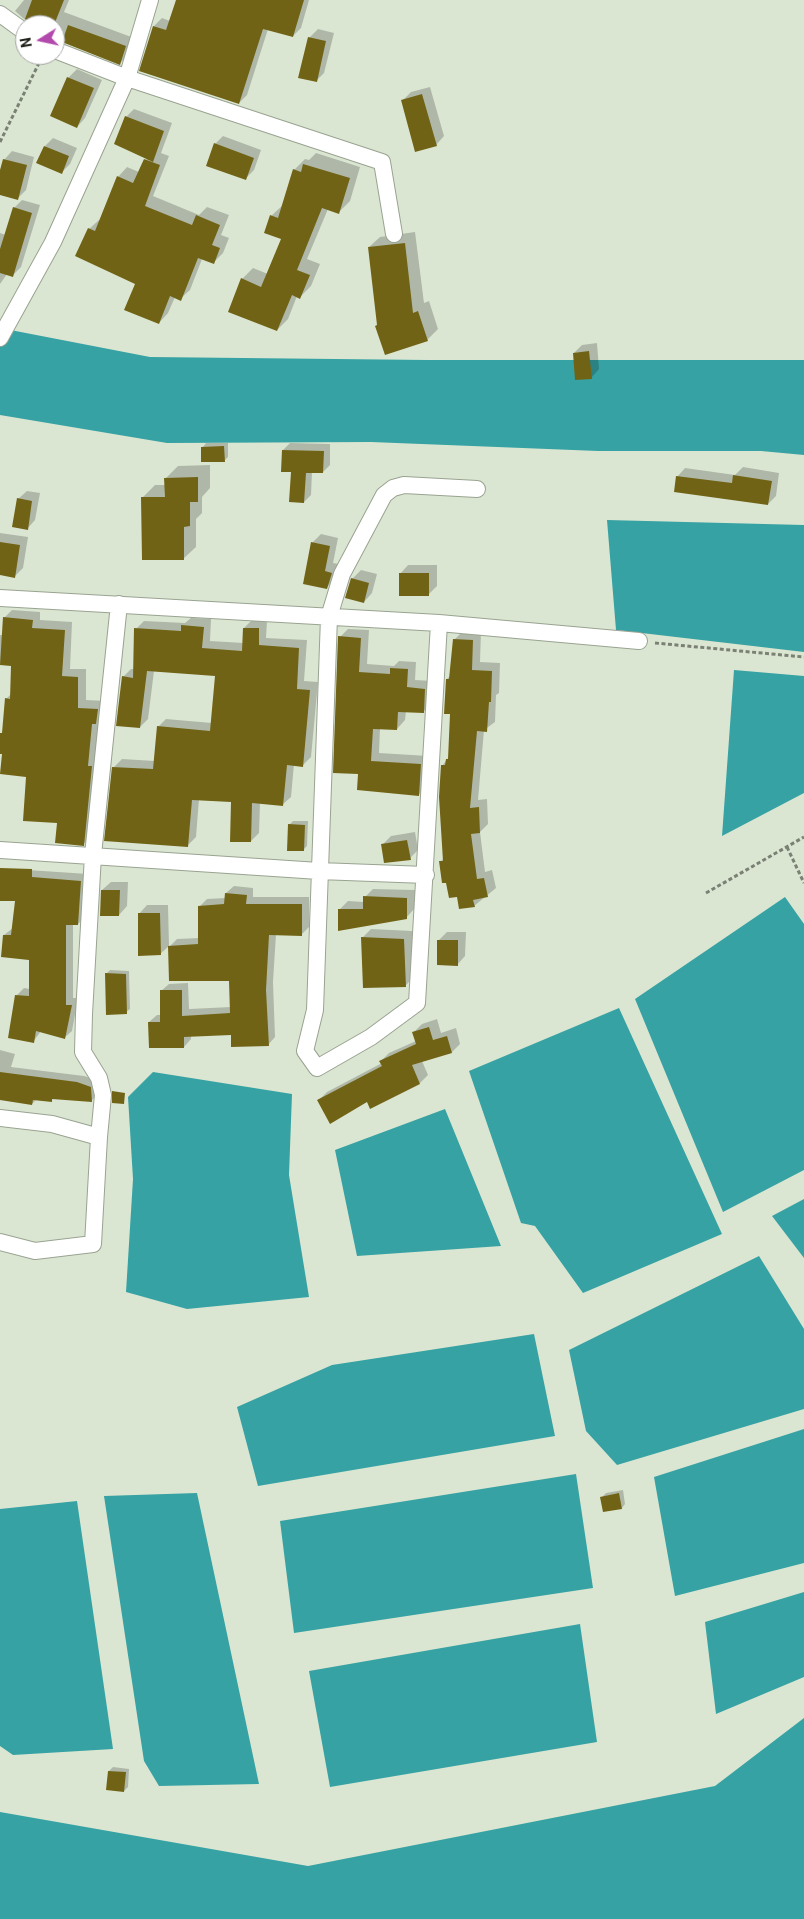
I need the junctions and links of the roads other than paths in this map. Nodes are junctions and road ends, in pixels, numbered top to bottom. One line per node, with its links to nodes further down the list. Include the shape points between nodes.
1 (150, 0): 5 (street)
2 (0, 14): 3 (street)
3 (15, 25)
4 (65, 54): 5 (street)
5 (127, 78): 6 (street, via 382,162); 7 (street, via 53,242)
6 (394, 234)
7 (0, 338)
8 (477, 489): 11 (street, via 404,485 384,495 342,574)
9 (0, 598): 10 (street)
10 (119, 604): 11 (street); 15 (street)
11 (329, 617): 12 (street); 16 (street)
12 (439, 623): 13 (street); 17 (street)
13 (639, 641)
14 (0, 850): 15 (street)
15 (93, 855): 16 (street); 19 (street, via 83,1052 99,1078 103,1095)
16 (319, 871): 17 (street); 17 (street, via 315,1010 305,1051 317,1068 370,1037 417,1003)
17 (426, 875)
18 (0, 1118): 19 (street, via 52,1124)
19 (99, 1137): 20 (street, via 93,1244 35,1251)
20 (0, 1242)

________

__What you should do__. Pictures stay out, and every line of the records is transcribed exactly.

__Exercise solution__.
I need the junctions and links of the roads other than paths in this map. Nodes are junctions and road ends, in pixels, numbered top to bottom. One line per node, with its links to nodes further down the list. Include the shape points between nodes.
1 (150, 0): 5 (street)
2 (0, 14): 3 (street)
3 (15, 25)
4 (65, 54): 5 (street)
5 (127, 78): 6 (street, via 382,162); 7 (street, via 53,242)
6 (394, 234)
7 (0, 338)
8 (477, 489): 11 (street, via 404,485 384,495 342,574)
9 (0, 598): 10 (street)
10 (119, 604): 11 (street); 15 (street)
11 (329, 617): 12 (street); 16 (street)
12 (439, 623): 13 (street); 17 (street)
13 (639, 641)
14 (0, 850): 15 (street)
15 (93, 855): 16 (street); 19 (street, via 83,1052 99,1078 103,1095)
16 (319, 871): 17 (street); 17 (street, via 315,1010 305,1051 317,1068 370,1037 417,1003)
17 (426, 875)
18 (0, 1118): 19 (street, via 52,1124)
19 (99, 1137): 20 (street, via 93,1244 35,1251)
20 (0, 1242)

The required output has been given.